On Wednesday night, MSNBC political talk host Lawrence O’Donnell went off the rails during a segment about Catholic attitudes towards LGBT equality, by concluding his five-minute segment with a diatribe against Mormonism.
Citing recently-released statistics showing broad support for LGBT equality among American Catholics, O’Donnell went after political commentators who characterized “the Catholic vote” as conservative: “Every time you hear a pundit say that you hear someone who does not know what he’s talking about.”
O’Donnell saved his strongest words for conservative media heavyweight Glenn Beck, who had characterized pro-equality Catholics as not being representative of general American sentiment.
“Is this some weird subset of the American population, some little cult? Did I forget to mention that Catholic is the largest single religion in the United States? The people we are talking about are real Americans,” said O’Donnell.
“When Glenn Beck slanders those millions and millions and millions of liberal American Catholics, he does so because he believes he is religiously superior to them and he believes he achieved this superiority by becoming”—here O’Donnell paused, straightened up, and raised his eyebrows—“a Mormon, a religion that was founded in upstate New York by a polygamist who insisted that every known branch of Christianity, including Catholicism, was simply wrong. So Beck did not invent his know-it-all religious superiority, and what Beck clearly knows nothing about is what real Americans actually think.”
So the problem with Beck is not that he’s an opportunistic demagogue, a provocateur so cunning or a hack so ignorant (take your pick) that he recently compared Reform Jews to radical Islamists.

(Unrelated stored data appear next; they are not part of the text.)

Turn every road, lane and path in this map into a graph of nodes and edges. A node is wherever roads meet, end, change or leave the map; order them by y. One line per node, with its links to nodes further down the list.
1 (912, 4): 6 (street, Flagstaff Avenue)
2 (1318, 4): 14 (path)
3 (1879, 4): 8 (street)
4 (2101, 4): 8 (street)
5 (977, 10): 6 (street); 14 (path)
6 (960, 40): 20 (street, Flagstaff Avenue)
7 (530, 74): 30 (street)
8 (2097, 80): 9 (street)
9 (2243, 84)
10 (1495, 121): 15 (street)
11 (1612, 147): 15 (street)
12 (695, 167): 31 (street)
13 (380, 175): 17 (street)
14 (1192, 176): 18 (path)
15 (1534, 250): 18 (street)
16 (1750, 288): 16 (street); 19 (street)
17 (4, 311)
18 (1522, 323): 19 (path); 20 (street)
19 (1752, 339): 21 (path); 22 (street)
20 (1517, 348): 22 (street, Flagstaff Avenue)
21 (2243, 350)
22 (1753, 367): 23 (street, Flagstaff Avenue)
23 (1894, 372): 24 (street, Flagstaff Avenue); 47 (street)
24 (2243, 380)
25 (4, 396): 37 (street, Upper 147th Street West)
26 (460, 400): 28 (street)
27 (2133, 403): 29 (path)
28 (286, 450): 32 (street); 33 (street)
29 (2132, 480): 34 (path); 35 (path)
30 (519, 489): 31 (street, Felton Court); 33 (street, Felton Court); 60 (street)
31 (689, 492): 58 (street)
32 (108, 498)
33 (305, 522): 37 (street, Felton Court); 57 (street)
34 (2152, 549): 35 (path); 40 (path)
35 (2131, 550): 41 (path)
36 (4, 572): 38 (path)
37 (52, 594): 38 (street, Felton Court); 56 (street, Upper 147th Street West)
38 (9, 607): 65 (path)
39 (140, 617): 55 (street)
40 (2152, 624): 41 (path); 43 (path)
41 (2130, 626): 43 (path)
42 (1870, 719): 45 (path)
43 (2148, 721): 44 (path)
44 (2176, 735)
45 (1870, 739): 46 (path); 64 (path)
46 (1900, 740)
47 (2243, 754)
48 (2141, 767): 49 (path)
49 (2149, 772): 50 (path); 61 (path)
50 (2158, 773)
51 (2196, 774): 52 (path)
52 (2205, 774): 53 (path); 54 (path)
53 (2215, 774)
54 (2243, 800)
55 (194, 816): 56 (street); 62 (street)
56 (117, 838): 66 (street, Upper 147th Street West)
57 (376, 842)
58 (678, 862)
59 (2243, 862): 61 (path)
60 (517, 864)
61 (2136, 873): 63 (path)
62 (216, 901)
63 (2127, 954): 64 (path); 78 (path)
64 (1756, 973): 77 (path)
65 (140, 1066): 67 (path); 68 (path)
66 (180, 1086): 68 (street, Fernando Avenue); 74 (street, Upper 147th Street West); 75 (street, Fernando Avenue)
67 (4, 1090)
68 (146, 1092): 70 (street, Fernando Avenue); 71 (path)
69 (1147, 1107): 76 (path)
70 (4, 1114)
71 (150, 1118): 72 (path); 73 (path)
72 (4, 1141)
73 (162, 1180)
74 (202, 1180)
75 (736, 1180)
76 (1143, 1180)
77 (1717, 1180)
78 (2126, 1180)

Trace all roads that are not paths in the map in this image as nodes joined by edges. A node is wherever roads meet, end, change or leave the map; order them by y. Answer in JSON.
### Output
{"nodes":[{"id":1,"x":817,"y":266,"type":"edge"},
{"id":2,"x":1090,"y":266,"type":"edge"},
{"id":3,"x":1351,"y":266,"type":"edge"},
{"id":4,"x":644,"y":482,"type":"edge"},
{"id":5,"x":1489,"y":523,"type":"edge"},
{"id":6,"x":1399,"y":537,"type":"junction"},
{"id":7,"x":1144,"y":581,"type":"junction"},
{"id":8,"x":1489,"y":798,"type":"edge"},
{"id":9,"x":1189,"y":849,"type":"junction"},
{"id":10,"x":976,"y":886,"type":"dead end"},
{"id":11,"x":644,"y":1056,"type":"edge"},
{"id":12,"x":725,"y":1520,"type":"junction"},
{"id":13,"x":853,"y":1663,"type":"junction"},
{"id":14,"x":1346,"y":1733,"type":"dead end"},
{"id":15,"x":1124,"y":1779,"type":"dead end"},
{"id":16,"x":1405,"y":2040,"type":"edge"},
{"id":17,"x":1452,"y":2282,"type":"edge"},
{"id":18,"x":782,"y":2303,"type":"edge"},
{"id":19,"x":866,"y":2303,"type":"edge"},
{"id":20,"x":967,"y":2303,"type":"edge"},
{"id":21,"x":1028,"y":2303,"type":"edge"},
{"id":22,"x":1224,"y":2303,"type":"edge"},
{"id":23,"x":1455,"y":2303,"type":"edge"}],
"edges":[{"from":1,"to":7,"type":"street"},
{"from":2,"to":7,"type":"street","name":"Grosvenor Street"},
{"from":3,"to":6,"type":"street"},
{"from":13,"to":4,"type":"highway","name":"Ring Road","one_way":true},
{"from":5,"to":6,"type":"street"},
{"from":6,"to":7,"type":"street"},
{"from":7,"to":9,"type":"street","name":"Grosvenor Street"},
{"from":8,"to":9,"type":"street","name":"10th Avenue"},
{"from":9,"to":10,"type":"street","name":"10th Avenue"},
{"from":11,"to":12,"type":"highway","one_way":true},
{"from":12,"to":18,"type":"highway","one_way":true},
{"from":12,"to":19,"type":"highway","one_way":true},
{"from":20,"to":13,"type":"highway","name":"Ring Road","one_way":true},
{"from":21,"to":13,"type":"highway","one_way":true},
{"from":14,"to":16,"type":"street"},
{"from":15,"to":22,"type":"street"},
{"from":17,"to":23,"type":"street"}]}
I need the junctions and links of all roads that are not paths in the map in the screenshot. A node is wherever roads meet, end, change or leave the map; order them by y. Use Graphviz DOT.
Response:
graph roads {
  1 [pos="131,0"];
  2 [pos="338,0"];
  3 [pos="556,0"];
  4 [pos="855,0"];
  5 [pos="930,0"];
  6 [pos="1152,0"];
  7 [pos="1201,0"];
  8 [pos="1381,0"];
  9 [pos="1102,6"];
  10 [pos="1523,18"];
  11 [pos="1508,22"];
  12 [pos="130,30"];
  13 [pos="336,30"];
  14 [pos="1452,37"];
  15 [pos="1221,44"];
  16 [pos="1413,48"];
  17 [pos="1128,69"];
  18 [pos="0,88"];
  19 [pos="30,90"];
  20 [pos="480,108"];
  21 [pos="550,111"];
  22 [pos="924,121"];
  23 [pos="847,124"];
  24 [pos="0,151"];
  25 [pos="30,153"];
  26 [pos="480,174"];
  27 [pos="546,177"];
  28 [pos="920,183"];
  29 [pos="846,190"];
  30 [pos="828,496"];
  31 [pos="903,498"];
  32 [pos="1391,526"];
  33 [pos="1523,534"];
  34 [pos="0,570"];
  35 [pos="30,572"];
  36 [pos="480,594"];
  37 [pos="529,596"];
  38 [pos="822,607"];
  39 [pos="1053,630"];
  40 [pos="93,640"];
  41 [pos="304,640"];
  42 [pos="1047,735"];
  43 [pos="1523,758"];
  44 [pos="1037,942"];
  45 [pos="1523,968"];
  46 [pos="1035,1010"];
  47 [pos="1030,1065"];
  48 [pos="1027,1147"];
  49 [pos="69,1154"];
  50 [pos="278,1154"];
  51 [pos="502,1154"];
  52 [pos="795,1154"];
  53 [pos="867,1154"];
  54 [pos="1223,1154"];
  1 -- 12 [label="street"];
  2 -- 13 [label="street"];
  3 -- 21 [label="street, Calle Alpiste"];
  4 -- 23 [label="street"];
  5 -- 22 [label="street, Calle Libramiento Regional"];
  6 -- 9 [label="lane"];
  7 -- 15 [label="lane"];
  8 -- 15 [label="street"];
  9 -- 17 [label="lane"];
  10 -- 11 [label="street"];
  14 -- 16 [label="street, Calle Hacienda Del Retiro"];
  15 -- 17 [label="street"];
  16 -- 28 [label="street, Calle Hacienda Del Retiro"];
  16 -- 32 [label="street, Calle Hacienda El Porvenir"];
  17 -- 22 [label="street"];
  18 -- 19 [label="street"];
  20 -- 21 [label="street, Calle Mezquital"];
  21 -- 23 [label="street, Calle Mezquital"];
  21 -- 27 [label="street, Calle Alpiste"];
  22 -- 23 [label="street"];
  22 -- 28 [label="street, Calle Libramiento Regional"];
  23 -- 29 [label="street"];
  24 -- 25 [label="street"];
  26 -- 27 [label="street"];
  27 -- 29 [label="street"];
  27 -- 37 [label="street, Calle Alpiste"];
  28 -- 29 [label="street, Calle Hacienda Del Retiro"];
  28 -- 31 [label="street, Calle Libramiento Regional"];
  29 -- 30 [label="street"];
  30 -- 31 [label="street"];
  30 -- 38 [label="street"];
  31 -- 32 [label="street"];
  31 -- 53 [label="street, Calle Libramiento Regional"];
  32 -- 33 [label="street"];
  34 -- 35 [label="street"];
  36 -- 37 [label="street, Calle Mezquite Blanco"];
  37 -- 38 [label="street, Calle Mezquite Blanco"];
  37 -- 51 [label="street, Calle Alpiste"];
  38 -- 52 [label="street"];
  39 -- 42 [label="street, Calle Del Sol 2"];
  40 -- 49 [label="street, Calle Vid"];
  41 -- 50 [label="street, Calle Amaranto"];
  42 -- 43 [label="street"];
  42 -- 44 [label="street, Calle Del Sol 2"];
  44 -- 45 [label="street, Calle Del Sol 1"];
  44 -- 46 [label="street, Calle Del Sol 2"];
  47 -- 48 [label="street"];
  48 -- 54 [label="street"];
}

No, the whole problem with Glenn Beck, according to O’Donnell, is that he is a Mormon and therefore (if you following O’Donnell’s line of reasoning) a member of a “weird subset,” a “little cult,” and not a “real American.” And so Lawrence O’Donnell concluded his stirring defense of the complexity and humanity of 70 million American Catholics with a bitter attack on the complexity and humanity of 7 million American Mormons.
It’s not the first time. While most Mormons are accustomed to hearing our religion casually derided as a cult everywhere from sports radio to the Cartoon Network, O’Donnell seems to have issues with Mormonism—and a particular obsession with Joseph Smith—that run a bit beyond the norm.
On the McLaughlin Group in December 2007, O’Donnell went after Mitt Romney with a finger-wagging two-minute diatribe against Mormonism that left Eleanor Clift and even Pat Buchanan gasping for air. Beginning his rant by joking “I’m not a Mormon, but I do play one on t.v.”—O’Donnell played polygamist Bill Henrickson’s lawyer on Big Love—he characterized Mormonism as a “demented” “racist” faith “based on the work of a lying, fraudulent criminal named Joseph Smith who was a racist, who was pro-slavery.”
Wrong on his facts and on his basic grasp of Mormon reality, O’Donnell extended his rant to a rambling HuffPo essay wherein he characterized Joseph Smith as “an alcoholic criminal” and cherrypicked the most sensational Mormon beliefs (many now rejected as doctrine or regarded as purely folk traditions) for a public lampooning.
O’Donnell knows as much about what Mormons believe and think as Glenn Beck does about Catholics and Jews.
The Mormons I know are regular human beings living in a complex and deeply felt relationship to a faith that they understand has historical and theological elements that other people consider weird or even troubling.
Every Mormon stakes out his or her own relationship to the troubling aspects of our faith and its history—from its historical racist priesthood policies to the complicated lives of our religion’s founders (including, yes, gasp!, the practice of polygamy) to its current institutional stance against LGBT equality—while balancing in all that we find substantial, comforting, and compelling.
In this we are like just about any other people of faith, for every religion (including Catholicism) has historical and contemporary elements that might be considered weird or troubling. And every religion (including Mormonism) should be seriously and robustly engaged in the public sphere, especially on matters like race and LGBT equality.
No one is served when religious people, movements, or institutions are ridiculed, misrepresented, antagonized, or underestimated.
That’s where Lawrence O’Donnell went wrong.
I’m not sure where O’Donnell’s special antagonism towards Mormons stems from, but the folks at MSNBC ought to sit down and straighten it out with him before the 2012 campaign season heats up.
At the very least, they ought to remind this political pundit who pretends to know so much about Mormonism that ours is not the only world religion founded by a polygamist who thought all other religions were wrong. Has he ever heard of Abraham, founder of Judaism?